Apology comes up short

CHRIS STEVENSON, SUN MEDIA

, Last Updated: 8:35 AM ET

For a guy who has made his living famously by recovering from crooked drives that put him in tricky places, Tiger Woods blew this one.

His 200-yard, crazily-curving drive in the wee hours of Black Friday, a drive that found both the water and a tree, will turn out to be the worst of his life.

As a general rule of thumb, when you find yourself having crashed your SUV and laying bloodied on the street at 3 a.m. with your bikini-model Swedish wife standing over you with a golf club in her hands, it's best to just chip it back to the fairway.

Trying the impossible recovery almost always just leaves you deeper in the bush.

Come clean.
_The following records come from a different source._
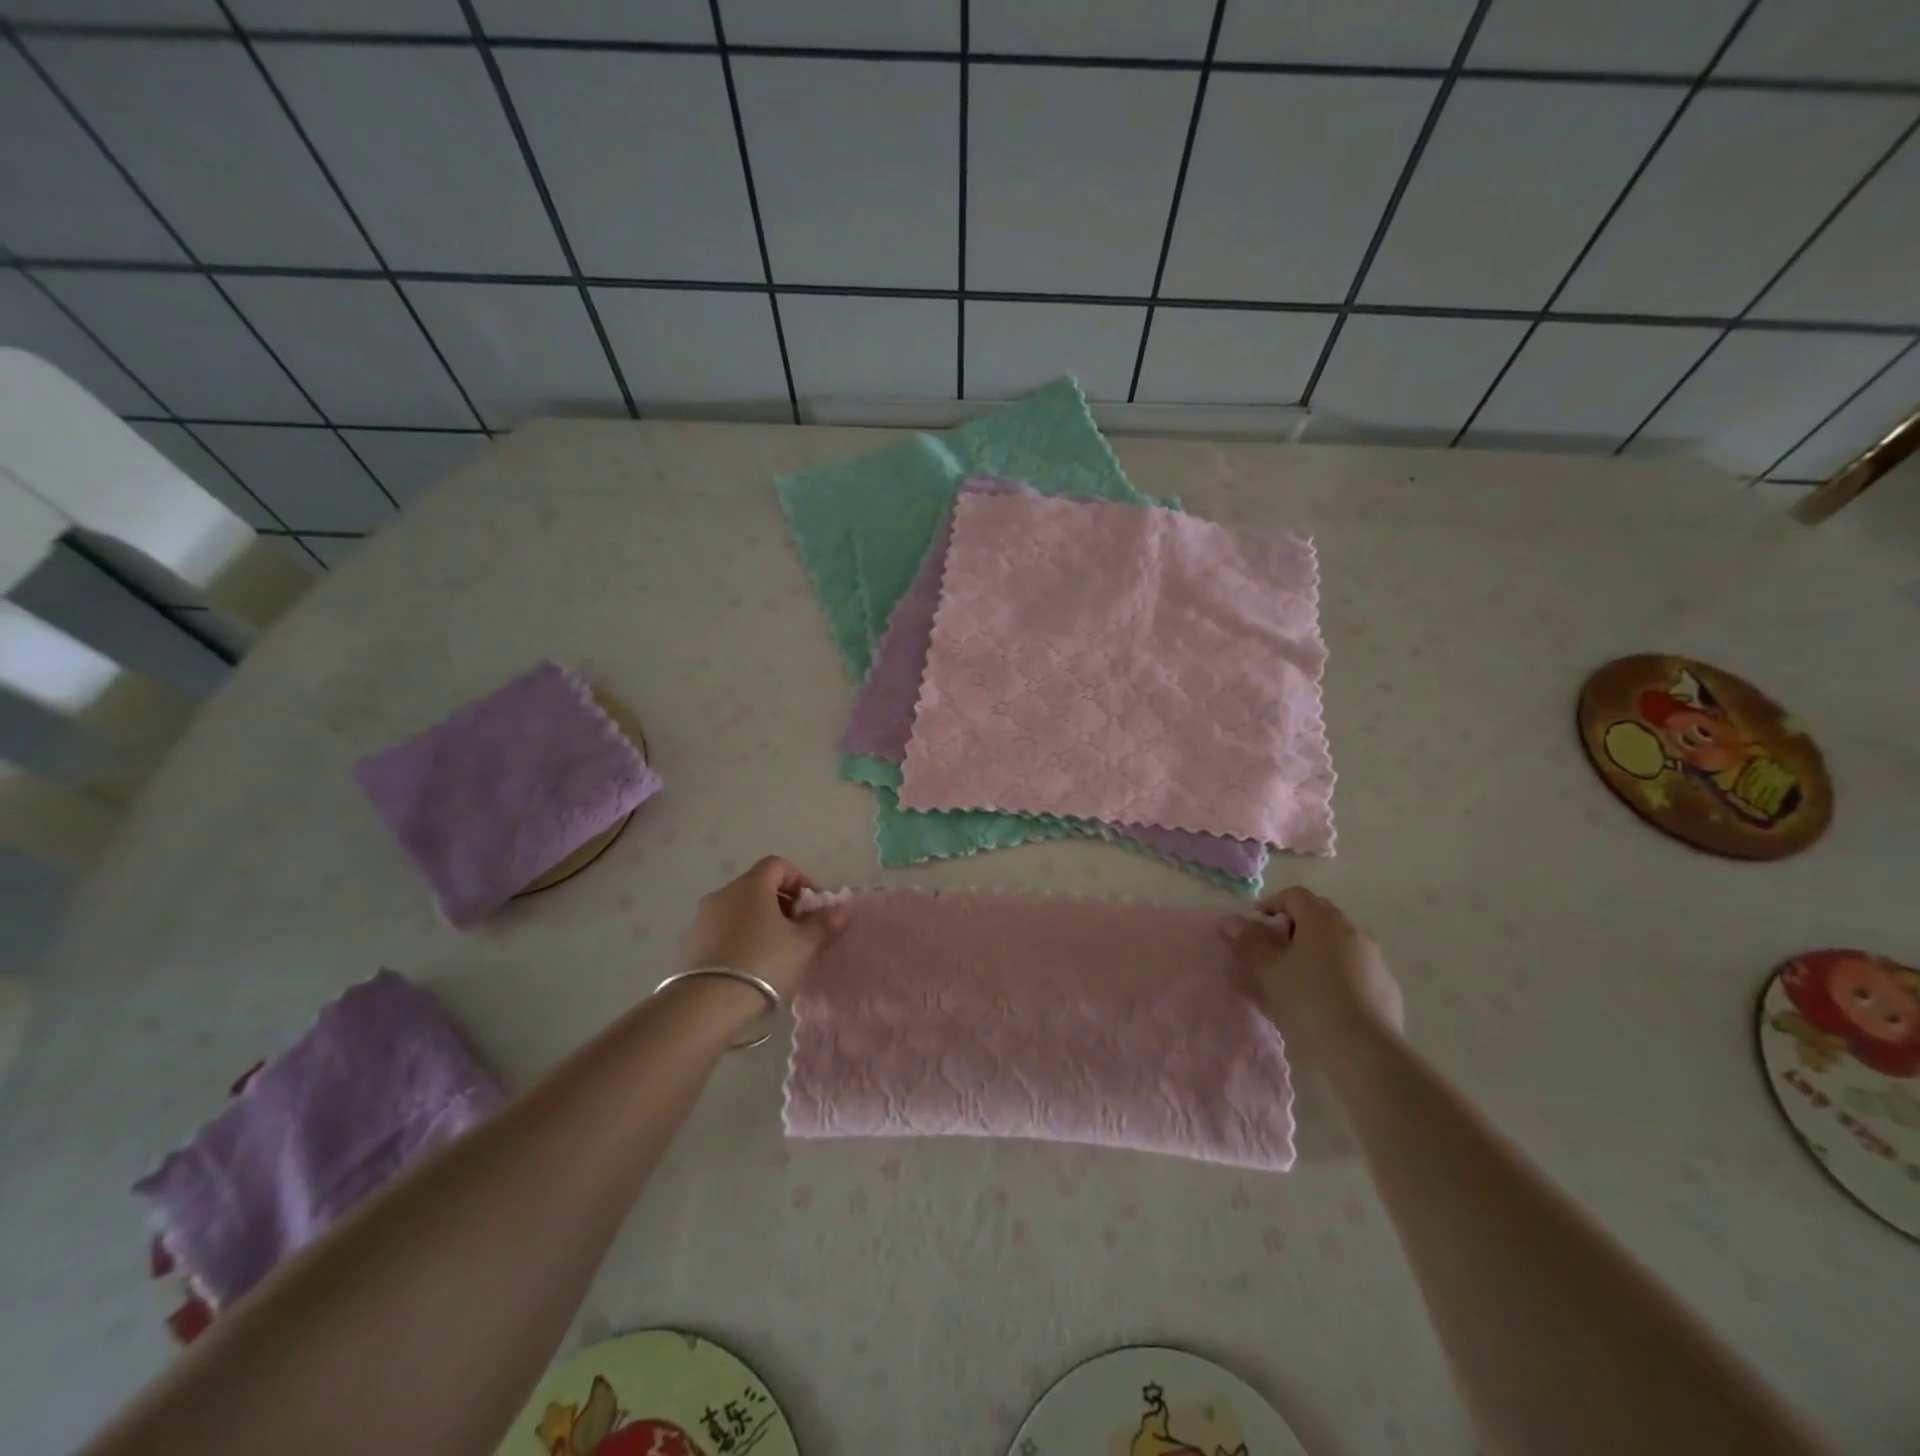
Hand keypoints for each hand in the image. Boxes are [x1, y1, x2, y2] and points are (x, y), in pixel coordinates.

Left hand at [678, 856, 848, 998]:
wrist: (707, 1004)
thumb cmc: (764, 963)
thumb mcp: (803, 945)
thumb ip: (823, 924)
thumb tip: (840, 910)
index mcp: (751, 886)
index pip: (778, 865)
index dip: (800, 879)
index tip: (813, 904)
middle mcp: (723, 893)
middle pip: (757, 886)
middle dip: (782, 902)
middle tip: (798, 929)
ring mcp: (702, 918)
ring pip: (738, 908)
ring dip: (759, 920)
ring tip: (774, 950)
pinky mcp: (689, 943)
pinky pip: (721, 929)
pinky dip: (739, 936)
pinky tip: (749, 964)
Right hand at [1223, 887, 1403, 1050]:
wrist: (1363, 1051)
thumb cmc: (1308, 1000)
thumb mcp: (1268, 970)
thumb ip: (1249, 940)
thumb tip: (1232, 921)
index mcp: (1323, 919)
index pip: (1294, 895)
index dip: (1270, 906)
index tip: (1254, 931)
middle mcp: (1353, 930)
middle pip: (1319, 915)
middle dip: (1294, 928)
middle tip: (1274, 954)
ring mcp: (1375, 958)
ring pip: (1339, 943)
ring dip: (1318, 952)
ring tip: (1300, 981)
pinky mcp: (1387, 986)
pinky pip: (1356, 969)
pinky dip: (1338, 974)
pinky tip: (1328, 1002)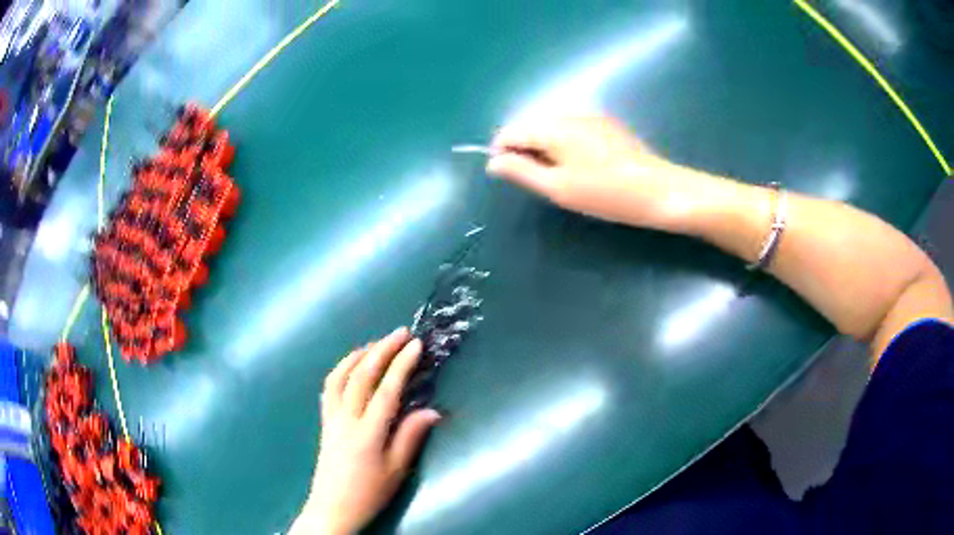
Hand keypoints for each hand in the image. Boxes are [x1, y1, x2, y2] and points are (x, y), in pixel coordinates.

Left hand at [292, 328, 440, 534]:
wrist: (332, 507)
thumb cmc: (369, 493)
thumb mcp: (396, 470)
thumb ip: (411, 437)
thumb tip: (432, 411)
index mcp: (368, 433)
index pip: (387, 390)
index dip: (402, 364)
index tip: (416, 344)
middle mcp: (346, 419)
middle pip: (362, 375)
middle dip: (382, 350)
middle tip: (400, 333)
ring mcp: (331, 418)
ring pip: (341, 376)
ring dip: (359, 354)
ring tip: (377, 344)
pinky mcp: (324, 421)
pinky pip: (330, 387)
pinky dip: (341, 369)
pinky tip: (352, 365)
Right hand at [486, 115, 695, 228]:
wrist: (660, 190)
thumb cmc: (606, 193)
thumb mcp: (558, 188)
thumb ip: (521, 171)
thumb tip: (493, 161)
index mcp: (554, 127)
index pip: (511, 130)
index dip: (502, 151)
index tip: (509, 176)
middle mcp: (569, 113)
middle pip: (531, 125)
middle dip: (525, 149)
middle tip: (540, 181)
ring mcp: (591, 116)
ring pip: (552, 126)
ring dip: (545, 147)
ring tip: (561, 176)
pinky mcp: (607, 124)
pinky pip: (572, 128)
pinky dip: (565, 144)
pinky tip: (582, 166)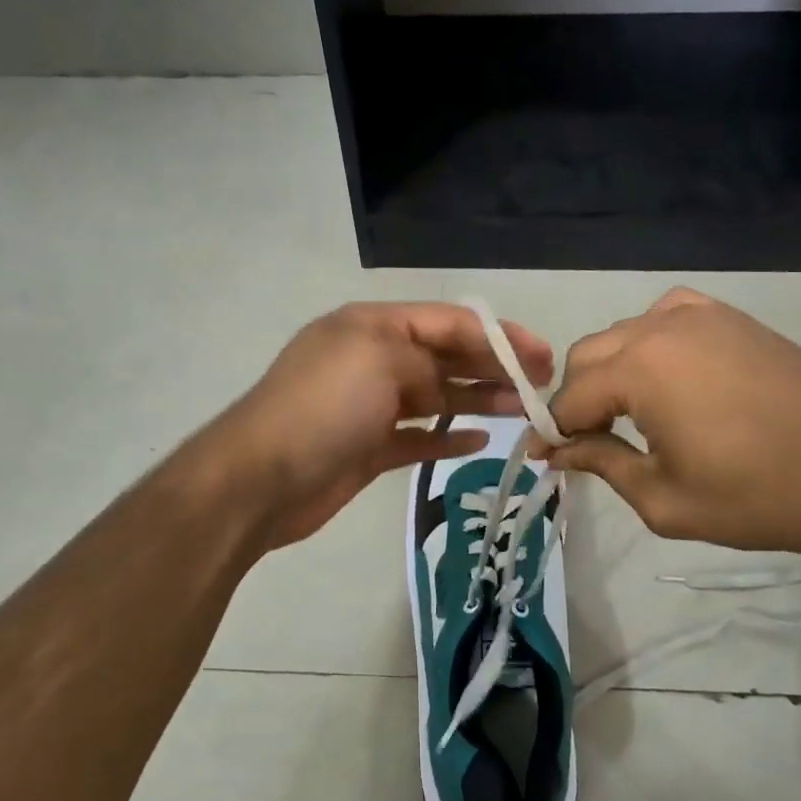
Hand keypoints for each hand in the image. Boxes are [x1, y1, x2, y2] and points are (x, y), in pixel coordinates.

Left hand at [211, 301, 553, 550]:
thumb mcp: (378, 359)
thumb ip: (425, 360)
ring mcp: (370, 405)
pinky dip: (447, 437)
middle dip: (493, 366)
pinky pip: (418, 436)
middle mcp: (372, 359)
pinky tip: (478, 441)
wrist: (261, 479)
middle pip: (445, 356)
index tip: (539, 356)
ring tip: (522, 411)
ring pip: (436, 396)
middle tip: (539, 385)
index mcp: (372, 326)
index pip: (446, 321)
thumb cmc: (323, 407)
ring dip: (478, 400)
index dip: (497, 335)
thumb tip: (444, 384)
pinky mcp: (368, 447)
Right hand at [540, 288, 800, 563]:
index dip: (554, 431)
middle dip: (578, 399)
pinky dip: (649, 343)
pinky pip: (664, 318)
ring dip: (611, 371)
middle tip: (589, 441)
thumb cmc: (755, 496)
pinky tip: (666, 373)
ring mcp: (698, 315)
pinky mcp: (728, 317)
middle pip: (587, 356)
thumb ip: (602, 464)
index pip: (571, 398)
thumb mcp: (663, 498)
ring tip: (628, 413)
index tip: (547, 458)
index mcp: (639, 369)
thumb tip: (557, 451)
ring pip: (623, 335)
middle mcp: (659, 328)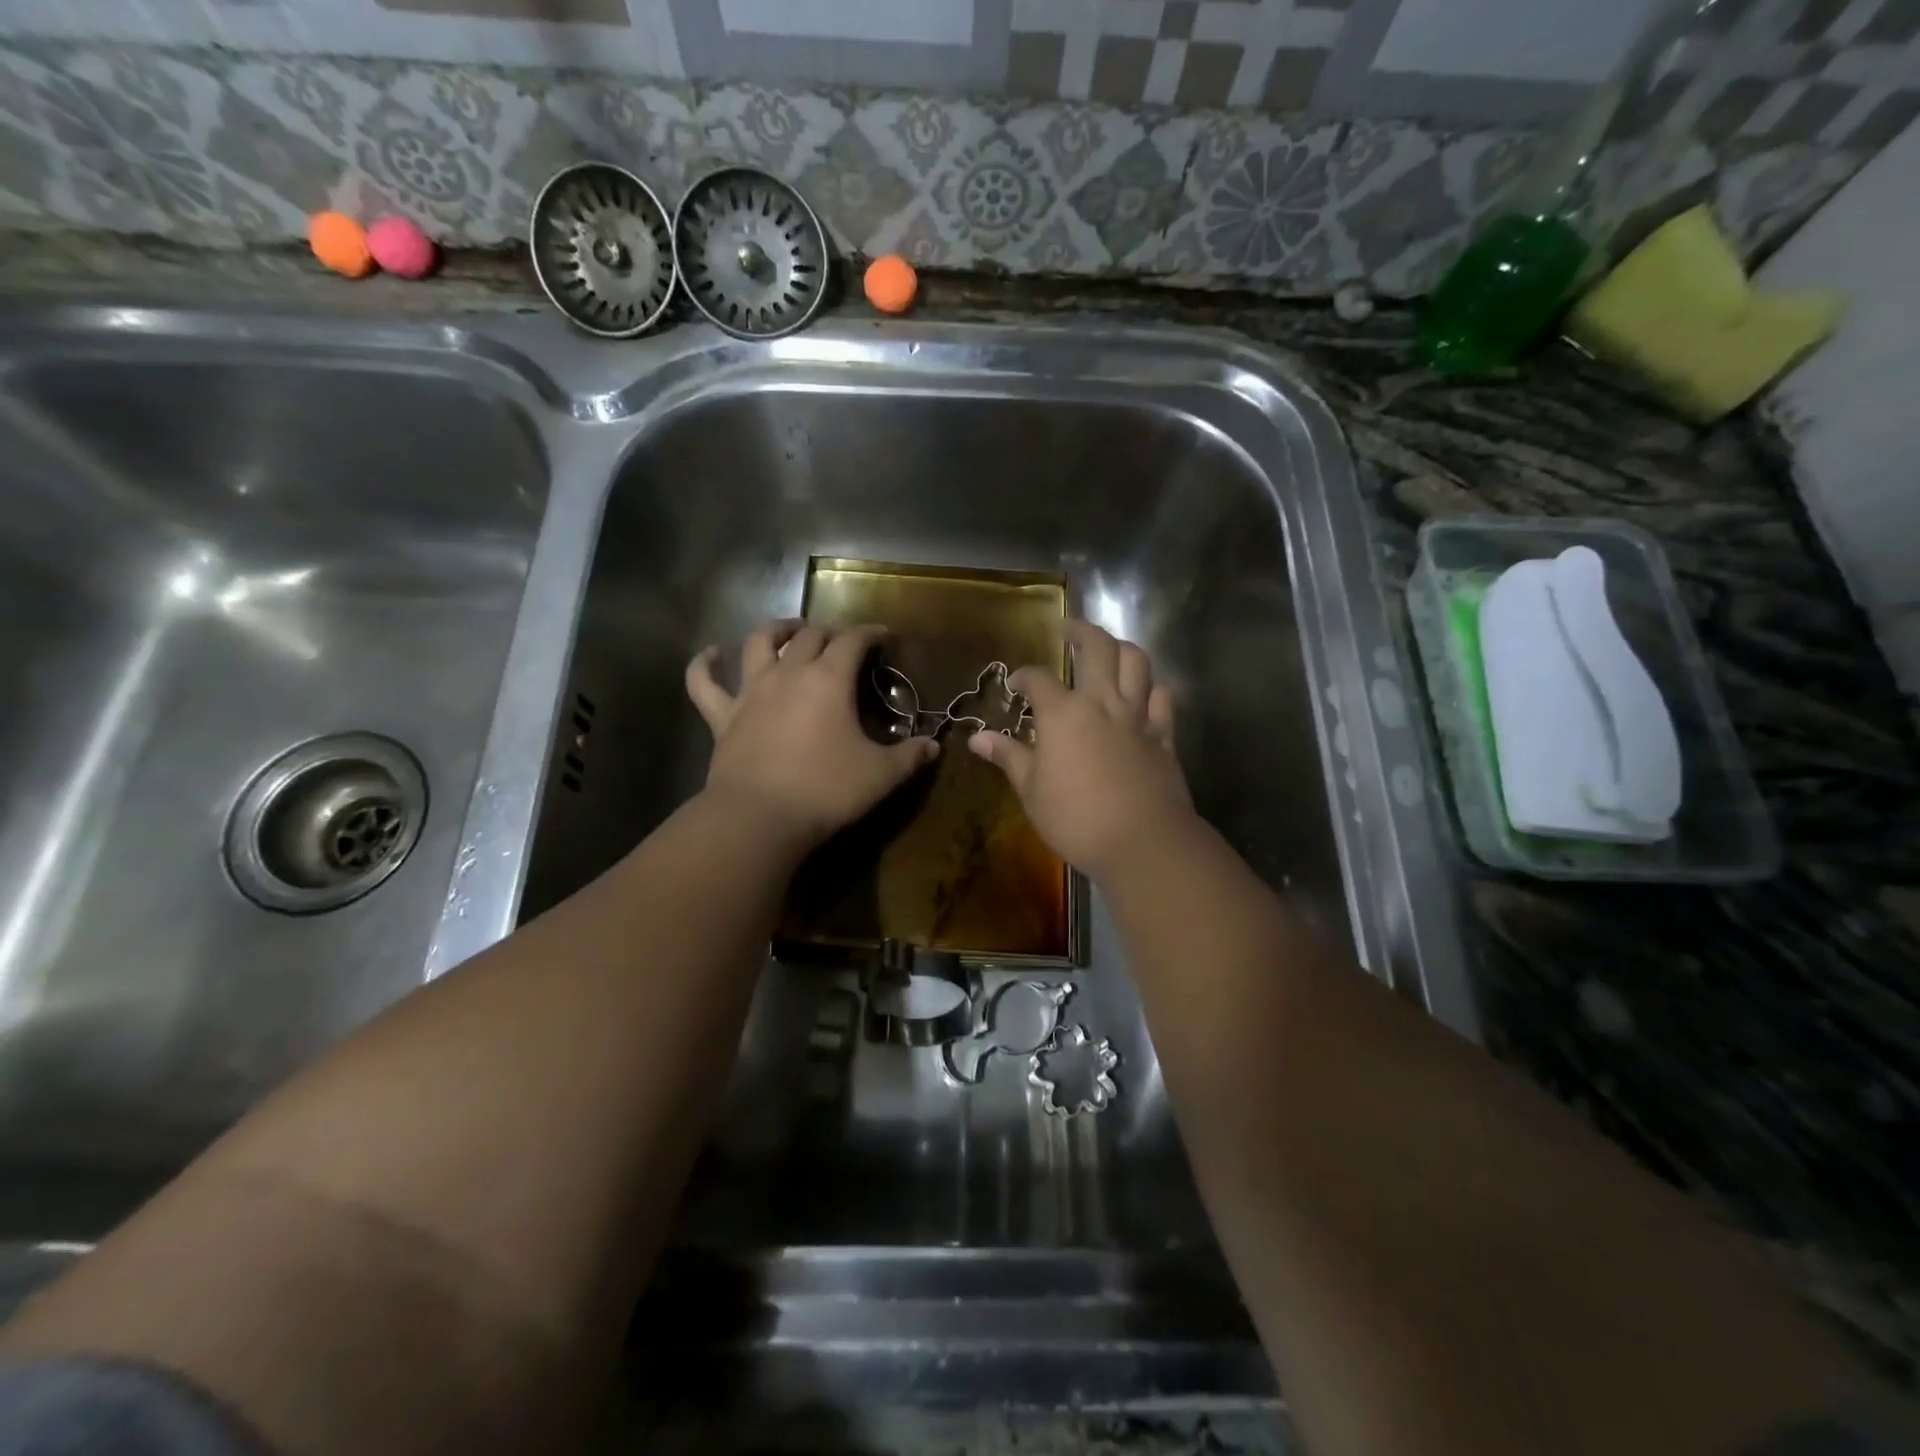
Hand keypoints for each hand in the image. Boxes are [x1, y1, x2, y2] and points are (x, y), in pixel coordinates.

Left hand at [686, 621, 938, 847]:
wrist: (759, 818)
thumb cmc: (826, 791)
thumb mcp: (880, 776)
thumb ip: (910, 757)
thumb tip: (934, 746)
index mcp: (829, 679)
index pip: (853, 641)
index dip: (871, 633)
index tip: (884, 636)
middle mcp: (789, 673)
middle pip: (810, 637)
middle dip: (830, 632)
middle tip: (843, 642)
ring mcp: (751, 691)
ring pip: (759, 643)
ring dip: (777, 630)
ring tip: (790, 630)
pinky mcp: (723, 716)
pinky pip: (704, 682)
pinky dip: (704, 664)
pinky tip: (712, 654)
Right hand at [968, 620, 1194, 880]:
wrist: (1143, 841)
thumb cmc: (1076, 819)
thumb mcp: (1031, 791)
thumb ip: (1008, 756)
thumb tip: (976, 737)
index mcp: (1063, 714)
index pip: (1038, 679)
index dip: (1024, 676)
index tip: (1016, 683)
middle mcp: (1102, 703)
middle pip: (1097, 647)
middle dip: (1081, 631)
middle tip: (1068, 629)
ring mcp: (1137, 716)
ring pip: (1136, 662)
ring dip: (1121, 648)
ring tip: (1108, 650)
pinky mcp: (1163, 735)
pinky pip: (1161, 698)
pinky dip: (1151, 688)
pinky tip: (1143, 692)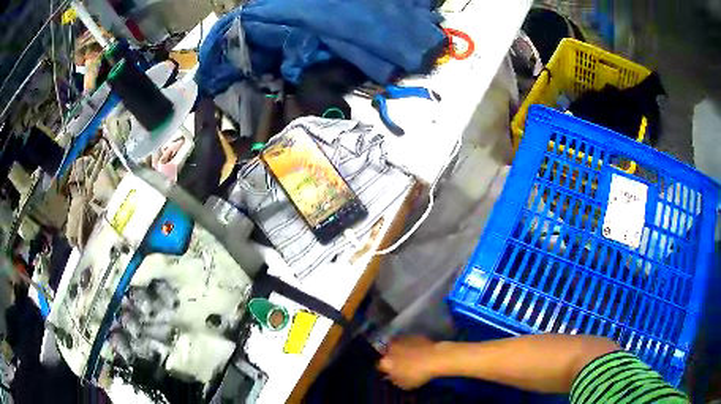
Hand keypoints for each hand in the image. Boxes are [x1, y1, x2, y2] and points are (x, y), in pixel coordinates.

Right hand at [377, 335, 438, 389]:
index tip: (390, 372)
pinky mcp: (412, 335)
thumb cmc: (418, 374)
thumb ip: (394, 380)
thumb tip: (391, 377)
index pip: (380, 366)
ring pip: (396, 345)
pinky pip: (407, 341)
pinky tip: (416, 349)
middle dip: (391, 357)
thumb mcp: (404, 385)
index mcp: (385, 362)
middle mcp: (390, 349)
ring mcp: (401, 340)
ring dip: (399, 350)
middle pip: (387, 353)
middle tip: (400, 363)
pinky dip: (409, 345)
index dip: (385, 370)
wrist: (435, 358)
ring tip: (408, 355)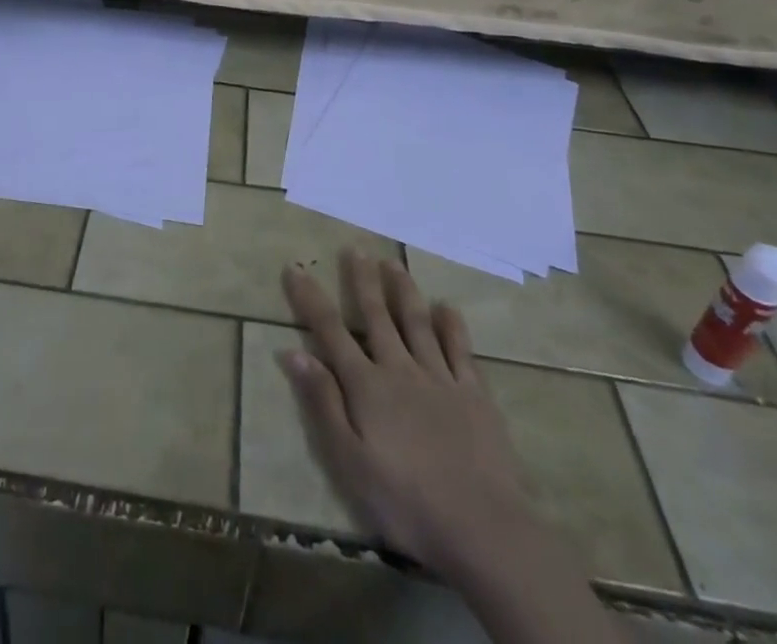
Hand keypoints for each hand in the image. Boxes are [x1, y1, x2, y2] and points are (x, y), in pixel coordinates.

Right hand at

Apologize. Move on.

Wednesday, Woods came up short of coming clean about his alleged "transgressions" in his latest statement -- posted on his website -- after his first clumsy attempt at explaining away the extraordinary events of Friday.

"Personal sins should not require press releases and problems within a family shouldn't have to mean public confessions," Woods said in the statement.

Fair enough. But that is not going to stop the media onslaught.

Are you kidding? It is just too incredible a story.

It has been an astoundingly quick fall.

Tiger Woods' every Nike-logoed move was scripted and buffed and sheened to remove any trace of personality or controversy. He was made out to be a Teflon Superman of singular purpose, to be the perfect golfer and pitchman.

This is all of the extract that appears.